# Lake Milton Walleye Report 3/2-3/4



## Tall Tales (Aug 28, 2018)

Good Morning Everyone, 

We have gotten some reports both yesterday morning and afternoon that at least one walleye limit was caught and multiple other walleye were being caught at the Milton Spillway on 3/4. Fishermen were using Gold and Blue VibE's and Jigging Raps. We have also heard that on Saturday and Sunday fish were being caught throughout the day with more fish being caught on Saturday. Green/Firetiger/Chartreuse were working better on Saturday. 

This would be about the time for Milton to go off as we struggled to keep both Jigging Raps and VibEs in stock when I compared my sales reports from last year on the items we sold from 3/7-3/22. 

What is really interesting is when you look at the data for yesterday, the water temperature spiked from a fairly stable 35.5-36.5 degrees from 2/26-3/3 to almost 39 degrees on 3/4. It doesn't sound like much, but it was a big change when you compare the last few weeks. Might be worth noting. 

Many of you have asked about the Mahoning River spots down the street (225 bridge parking lot, water works, dam, etc) and if the walleye are biting. We have not heard of anything in the last few days, but we will keep you posted if we do. This is one of the best kept secrets with the local guys here and sometimes that information is hard to come by!


----------



## fmader (Aug 8, 2018)

Tall Tales said:


> Good Morning Everyone,
> 
> We have gotten some reports both yesterday morning and afternoon that at least one walleye limit was caught and multiple other walleye were being caught at the Milton Spillway on 3/4. Fishermen were using Gold and Blue VibE's and Jigging Raps. We have also heard that on Saturday and Sunday fish were being caught throughout the day with more fish being caught on Saturday. Green/Firetiger/Chartreuse were working better on Saturday.
> 
> ...


Nice report. I noticed that temp spike yesterday too and really wanted to get out there. Friday might be my next opportunity to do so.


----------



## Tall Tales (Aug 28, 2018)

Update: Walleye are still being caught on Jigging Raps as of this morning.


----------



## FlyFishRich (Feb 3, 2016)

I drive by the dam on Summit St daily and there hasn't been anyone fishing there yet that I can tell. The Mahoning River is still pretty high in that area but it's gonna be 60 Sunday so I'm gonna try to fish it in the morning before I go to Vegas later that day......Rich


----------



## fmader (Aug 8, 2018)

I went back to the spillway last night. Fished from about 5:15 to 6:45. I saw a couple fish caught, but other than that, not much going on. The fish were caught on jigging raps. Water level was down at least a foot since Sunday. The discharge was cut to about 50 cfps second yesterday (down from 268 over the weekend). It was mighty cold out!


----------



## odell daniel (Nov 5, 2015)

are you guys using jigging raps below the spillway?


----------



## Tall Tales (Aug 28, 2018)

odell daniel said:


> are you guys using jigging raps below the spillway?

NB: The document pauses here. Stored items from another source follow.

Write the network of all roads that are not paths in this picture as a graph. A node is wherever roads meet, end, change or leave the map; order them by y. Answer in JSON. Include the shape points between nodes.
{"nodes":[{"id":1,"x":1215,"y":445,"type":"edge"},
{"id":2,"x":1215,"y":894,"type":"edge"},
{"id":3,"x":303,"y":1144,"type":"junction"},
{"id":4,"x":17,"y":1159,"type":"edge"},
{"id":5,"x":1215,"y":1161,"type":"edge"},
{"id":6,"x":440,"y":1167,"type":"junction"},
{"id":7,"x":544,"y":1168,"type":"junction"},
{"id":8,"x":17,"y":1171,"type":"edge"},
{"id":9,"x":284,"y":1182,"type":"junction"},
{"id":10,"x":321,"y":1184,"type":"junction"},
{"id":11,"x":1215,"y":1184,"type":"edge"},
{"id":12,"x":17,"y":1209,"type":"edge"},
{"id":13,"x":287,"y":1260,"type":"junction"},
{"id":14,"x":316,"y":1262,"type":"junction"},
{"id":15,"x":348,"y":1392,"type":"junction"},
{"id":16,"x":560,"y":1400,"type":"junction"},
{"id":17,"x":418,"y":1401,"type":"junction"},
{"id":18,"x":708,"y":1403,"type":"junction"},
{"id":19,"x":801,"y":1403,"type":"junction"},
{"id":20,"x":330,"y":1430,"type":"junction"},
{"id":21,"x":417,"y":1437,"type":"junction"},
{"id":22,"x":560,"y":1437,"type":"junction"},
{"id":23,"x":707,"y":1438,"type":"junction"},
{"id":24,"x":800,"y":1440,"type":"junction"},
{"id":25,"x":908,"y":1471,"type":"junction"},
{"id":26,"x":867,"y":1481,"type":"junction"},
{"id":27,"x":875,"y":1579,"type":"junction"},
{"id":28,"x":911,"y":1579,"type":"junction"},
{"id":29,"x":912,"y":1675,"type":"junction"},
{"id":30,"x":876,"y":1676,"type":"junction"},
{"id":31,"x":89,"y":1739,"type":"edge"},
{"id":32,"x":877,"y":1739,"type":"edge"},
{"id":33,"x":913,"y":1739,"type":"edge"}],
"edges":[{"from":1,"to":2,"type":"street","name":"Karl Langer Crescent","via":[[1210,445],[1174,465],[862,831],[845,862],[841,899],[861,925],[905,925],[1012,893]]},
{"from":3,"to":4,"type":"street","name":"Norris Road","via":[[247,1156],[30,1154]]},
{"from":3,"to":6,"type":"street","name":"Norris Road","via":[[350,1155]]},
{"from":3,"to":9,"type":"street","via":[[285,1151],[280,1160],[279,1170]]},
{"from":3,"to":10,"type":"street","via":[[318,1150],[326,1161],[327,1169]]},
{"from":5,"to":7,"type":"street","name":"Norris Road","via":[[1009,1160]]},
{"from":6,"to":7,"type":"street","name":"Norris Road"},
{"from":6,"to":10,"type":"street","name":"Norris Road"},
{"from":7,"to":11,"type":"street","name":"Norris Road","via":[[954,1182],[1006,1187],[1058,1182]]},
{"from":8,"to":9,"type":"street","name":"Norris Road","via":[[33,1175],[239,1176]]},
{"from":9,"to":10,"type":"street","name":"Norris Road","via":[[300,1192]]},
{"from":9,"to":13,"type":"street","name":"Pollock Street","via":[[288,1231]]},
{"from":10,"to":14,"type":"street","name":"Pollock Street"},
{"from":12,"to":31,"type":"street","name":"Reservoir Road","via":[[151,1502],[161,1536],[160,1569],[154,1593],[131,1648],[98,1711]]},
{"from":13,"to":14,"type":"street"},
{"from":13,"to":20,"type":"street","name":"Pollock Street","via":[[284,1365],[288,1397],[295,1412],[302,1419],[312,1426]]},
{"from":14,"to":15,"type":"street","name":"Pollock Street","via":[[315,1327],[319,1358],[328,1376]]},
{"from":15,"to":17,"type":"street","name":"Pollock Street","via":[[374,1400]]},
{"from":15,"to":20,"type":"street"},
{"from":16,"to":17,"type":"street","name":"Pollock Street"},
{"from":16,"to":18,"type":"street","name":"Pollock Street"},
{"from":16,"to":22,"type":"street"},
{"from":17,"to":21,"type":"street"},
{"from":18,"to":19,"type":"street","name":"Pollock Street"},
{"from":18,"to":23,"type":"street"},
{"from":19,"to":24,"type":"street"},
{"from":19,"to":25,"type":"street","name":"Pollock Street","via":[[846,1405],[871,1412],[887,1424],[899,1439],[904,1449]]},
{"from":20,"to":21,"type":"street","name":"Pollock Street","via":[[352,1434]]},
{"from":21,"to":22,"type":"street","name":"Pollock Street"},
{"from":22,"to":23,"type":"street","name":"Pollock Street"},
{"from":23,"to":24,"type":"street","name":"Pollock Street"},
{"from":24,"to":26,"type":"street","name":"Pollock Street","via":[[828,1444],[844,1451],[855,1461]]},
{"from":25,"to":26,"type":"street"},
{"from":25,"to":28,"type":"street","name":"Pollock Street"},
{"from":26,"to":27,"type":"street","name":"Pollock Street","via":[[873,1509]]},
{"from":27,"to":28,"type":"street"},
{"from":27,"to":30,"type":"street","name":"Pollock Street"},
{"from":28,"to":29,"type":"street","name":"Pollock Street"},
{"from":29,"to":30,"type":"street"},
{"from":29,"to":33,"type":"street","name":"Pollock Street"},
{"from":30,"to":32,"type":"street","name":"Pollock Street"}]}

Yes Sir. That is what is being used in the last few days. Over the weekend it was VibE's. It seems to change from one day to the next, but Jigging Raps have been the most popular. Bring backups as that concrete has been claiming quite a few jigs for the guys fishing off the rail. 

They were still being caught last night on jigging raps. I have yet to get a report this morning.


----------



## Saugeyefisher (Jul 19, 2010)

odell daniel said:


> are you guys using jigging raps below the spillway?

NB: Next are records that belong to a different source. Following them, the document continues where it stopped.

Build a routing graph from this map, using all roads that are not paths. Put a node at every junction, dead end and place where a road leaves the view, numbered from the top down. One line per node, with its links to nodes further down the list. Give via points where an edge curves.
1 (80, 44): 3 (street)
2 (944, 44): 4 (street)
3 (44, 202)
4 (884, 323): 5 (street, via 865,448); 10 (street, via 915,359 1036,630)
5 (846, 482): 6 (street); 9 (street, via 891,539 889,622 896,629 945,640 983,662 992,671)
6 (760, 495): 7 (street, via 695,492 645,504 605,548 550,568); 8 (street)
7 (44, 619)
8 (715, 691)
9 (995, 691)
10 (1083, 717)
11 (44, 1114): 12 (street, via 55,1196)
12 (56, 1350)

^^what he said^^... check the regs tho. I think they start a one hook rule and no night fishing during certain times there?? ....


----------



## Dan1881 (Aug 27, 2018)

Just out of curiosity, is this all vertical fishing from elevated platforms or can you get down to water level at Milton?


----------



## snag (Dec 27, 2005)

Looking at the new regulations the single hook is in effect above lake Milton to the Berlin dam as usual. Nothing about night fishing not allowed unless they have signs posted at the gate.

Dan 1881- you can fish off a railing into the discharge chutes below the dam, or go down on the rocks below and try for them. Last time I was there guys were snagging off the rail with vibes. A few years back, not sure how it is now.


Sent from my iPhone using Tapatalk


----------



## eyecatchum2 (Mar 30, 2010)

Need wardens there, most of the ones caught are snagged.


----------



## twistedcatfish1971 (Jul 21, 2013)

Last sunday I was at milton and witnessed 2 fish that were snagged one was released one was kept. Didn't confront or say anything bc I was out numbered. 

Don.


----------



## fmader (Aug 8, 2018)

twistedcatfish1971 said:


> Last sunday I was at milton and witnessed 2 fish that were snagged one was released one was kept. Didn't confront or say anything bc I was out numbered.
> 
> Don.


Game warden actually flew over with a drone when I was there Sunday morning. Not much was going on Sunday while I was there. I saw quite a bit of snagged fish on Saturday, fortunately the vast majority were released. Unfortunately, they all weren’t released. Of the four days I was there, I saw the warden three of the days. And apparently, he just left before I got there yesterday.


----------



## twistedcatfish1971 (Jul 21, 2013)

This sign is posted at Berlin spillway off yo ur left of path down the hill.

Don.


----------



## Uglystix (Mar 3, 2006)

They're jigging off the underwater wall and the railing wall with the Vibe-e right?
I couldn't imagine casting those into the river


----------



## odell daniel (Nov 5, 2015)

we were their last year, the water was so high we couldn't fish the spillway but noticed an island down the river a few hundred yds, the walleye were stacked in behind the island.


----------



## c. j. stone (Sep 24, 2006)

Hmmmm, just made a mental note!


Uglystix said:


> They're jigging off the underwater wall and the railing wall with the Vibe-e right?
> I couldn't imagine casting those into the river


Take off the front treble for Casting. Reduces "snag-a-bility" by abt 75%. "Catch-rate" only reduced abt 25%.


----------



## Tall Tales (Aug 28, 2018)

Hey Guys, 

We are still getting reports that they are being caught on Jigging Raps as of this morning. Color doesn't seem to matter but blue and chrome have been selling the best, for what its worth!


----------